*** Begin section ***

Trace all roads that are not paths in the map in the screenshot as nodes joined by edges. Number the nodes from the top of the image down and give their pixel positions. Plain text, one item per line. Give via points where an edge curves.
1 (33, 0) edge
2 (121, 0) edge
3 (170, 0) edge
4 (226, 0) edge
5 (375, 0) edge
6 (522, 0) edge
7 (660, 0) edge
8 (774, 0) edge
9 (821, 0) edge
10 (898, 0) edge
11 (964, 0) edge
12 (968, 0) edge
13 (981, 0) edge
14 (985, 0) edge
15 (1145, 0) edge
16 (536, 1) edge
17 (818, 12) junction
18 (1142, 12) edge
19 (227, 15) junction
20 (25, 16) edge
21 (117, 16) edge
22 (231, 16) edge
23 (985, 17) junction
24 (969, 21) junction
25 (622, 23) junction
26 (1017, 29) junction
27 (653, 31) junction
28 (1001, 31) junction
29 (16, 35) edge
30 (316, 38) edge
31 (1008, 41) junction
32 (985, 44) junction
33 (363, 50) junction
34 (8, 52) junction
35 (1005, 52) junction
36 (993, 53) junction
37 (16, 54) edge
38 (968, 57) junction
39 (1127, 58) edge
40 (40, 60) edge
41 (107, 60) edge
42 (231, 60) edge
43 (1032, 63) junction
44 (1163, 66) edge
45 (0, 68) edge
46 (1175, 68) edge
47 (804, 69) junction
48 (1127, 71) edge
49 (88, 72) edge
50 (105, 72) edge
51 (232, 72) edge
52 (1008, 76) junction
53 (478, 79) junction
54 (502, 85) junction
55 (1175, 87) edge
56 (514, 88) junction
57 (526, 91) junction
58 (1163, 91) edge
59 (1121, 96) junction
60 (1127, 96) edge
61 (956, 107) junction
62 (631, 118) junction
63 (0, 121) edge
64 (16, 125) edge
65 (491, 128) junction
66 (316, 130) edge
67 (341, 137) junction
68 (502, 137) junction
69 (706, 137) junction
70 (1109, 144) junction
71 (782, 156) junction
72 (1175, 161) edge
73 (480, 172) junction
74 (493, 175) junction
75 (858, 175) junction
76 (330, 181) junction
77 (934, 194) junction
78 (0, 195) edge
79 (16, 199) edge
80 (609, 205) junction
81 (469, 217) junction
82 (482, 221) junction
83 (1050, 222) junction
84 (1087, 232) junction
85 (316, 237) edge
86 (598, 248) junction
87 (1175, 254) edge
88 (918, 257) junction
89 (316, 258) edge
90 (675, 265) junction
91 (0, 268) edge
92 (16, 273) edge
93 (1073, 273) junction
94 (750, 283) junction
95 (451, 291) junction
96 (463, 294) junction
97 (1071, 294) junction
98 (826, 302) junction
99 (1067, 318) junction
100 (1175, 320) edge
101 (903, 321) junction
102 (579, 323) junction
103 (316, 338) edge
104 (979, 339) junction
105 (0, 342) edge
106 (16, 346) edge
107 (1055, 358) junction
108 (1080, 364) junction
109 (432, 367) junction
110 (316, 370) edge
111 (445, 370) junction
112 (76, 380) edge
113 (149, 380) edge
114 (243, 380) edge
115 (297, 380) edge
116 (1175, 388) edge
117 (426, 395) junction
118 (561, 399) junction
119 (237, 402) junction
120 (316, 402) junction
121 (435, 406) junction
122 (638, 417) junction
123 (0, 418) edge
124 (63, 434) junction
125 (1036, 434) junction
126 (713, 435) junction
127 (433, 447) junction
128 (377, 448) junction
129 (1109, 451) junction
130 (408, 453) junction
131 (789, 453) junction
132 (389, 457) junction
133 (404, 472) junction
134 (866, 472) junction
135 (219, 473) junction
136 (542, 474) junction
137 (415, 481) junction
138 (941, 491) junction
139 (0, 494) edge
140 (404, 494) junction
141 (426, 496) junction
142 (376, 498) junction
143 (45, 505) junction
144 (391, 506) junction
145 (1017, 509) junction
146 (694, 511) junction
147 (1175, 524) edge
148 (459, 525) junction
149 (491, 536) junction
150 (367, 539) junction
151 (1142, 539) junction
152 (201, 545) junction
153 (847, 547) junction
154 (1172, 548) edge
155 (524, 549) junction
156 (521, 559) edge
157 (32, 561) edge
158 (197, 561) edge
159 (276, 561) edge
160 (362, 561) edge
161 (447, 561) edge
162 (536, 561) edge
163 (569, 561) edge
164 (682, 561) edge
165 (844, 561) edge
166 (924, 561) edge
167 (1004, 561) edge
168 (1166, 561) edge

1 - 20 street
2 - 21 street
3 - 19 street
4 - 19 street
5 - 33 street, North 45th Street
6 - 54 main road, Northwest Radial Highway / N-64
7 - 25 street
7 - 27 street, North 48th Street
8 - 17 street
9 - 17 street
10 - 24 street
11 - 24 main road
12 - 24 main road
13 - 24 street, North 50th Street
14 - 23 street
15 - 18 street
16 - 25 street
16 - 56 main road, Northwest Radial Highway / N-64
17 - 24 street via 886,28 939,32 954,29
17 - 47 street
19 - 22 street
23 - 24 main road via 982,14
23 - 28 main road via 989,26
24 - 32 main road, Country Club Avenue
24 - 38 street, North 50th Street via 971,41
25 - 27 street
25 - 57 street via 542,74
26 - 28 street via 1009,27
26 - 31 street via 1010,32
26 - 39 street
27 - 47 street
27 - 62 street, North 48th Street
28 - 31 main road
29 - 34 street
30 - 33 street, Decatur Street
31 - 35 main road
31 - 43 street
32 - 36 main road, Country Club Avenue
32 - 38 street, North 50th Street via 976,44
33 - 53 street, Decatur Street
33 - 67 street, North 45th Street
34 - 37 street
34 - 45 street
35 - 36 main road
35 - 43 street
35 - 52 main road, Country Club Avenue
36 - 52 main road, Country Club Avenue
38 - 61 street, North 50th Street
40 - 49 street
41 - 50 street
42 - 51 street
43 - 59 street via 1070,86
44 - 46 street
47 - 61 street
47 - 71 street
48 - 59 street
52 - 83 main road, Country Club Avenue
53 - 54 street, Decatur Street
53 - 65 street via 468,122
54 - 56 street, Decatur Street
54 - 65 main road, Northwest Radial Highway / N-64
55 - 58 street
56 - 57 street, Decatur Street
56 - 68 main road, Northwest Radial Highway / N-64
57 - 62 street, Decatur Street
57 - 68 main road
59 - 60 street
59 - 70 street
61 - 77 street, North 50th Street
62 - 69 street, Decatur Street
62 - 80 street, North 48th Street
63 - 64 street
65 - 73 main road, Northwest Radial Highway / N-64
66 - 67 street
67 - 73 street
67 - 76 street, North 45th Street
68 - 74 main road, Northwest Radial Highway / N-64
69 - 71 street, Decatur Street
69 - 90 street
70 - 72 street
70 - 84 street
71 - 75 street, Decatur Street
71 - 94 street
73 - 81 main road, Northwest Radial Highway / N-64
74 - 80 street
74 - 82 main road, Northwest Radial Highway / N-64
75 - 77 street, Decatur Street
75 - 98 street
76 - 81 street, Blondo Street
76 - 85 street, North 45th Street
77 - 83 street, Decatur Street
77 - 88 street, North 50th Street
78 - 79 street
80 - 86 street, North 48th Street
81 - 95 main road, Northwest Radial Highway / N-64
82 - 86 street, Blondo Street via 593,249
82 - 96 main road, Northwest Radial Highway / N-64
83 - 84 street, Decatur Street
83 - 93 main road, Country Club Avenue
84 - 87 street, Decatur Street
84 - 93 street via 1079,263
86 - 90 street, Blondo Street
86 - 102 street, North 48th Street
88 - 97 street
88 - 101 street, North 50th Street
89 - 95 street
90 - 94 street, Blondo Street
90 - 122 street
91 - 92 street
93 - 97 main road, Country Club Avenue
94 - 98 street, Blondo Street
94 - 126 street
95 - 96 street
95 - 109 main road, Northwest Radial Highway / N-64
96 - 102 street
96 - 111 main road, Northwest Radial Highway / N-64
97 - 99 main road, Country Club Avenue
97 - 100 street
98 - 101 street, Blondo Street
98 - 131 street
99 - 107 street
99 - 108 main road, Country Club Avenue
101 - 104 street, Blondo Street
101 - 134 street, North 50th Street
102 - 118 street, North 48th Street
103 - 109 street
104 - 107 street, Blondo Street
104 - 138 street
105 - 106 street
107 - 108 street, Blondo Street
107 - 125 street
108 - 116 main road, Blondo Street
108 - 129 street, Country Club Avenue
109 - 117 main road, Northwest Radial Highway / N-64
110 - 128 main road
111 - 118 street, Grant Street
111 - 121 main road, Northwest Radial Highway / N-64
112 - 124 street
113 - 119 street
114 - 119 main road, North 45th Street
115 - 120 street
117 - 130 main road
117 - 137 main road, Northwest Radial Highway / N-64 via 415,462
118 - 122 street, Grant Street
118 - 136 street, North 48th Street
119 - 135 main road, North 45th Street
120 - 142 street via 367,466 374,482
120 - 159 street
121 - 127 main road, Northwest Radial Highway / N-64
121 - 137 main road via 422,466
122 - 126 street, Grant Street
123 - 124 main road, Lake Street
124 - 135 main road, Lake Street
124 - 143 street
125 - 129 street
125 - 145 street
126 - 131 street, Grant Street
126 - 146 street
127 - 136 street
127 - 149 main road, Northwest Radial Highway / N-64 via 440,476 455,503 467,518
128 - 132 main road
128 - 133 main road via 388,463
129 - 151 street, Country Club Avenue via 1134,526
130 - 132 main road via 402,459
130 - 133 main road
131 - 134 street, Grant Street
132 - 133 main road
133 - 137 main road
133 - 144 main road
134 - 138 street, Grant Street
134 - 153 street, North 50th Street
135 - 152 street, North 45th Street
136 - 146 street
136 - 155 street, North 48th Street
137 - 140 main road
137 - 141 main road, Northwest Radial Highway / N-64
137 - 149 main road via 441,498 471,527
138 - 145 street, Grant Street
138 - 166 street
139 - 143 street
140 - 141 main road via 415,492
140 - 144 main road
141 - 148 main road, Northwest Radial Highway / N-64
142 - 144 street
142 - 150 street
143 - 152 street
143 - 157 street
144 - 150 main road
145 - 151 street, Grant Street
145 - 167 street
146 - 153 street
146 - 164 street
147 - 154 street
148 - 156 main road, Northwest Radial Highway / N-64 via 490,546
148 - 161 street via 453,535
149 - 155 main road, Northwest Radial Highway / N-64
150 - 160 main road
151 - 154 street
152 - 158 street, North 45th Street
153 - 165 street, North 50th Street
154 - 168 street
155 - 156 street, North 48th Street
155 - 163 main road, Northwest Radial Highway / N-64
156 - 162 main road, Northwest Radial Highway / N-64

*** End section ***

◆ Directions: Copy every line from the records that holds the string "Grant".

◆ Response:
111 - 118 street, Grant Street
118 - 122 street, Grant Street
122 - 126 street, Grant Street
126 - 131 street, Grant Street
131 - 134 street, Grant Street
134 - 138 street, Grant Street
138 - 145 street, Grant Street
145 - 151 street, Grant Street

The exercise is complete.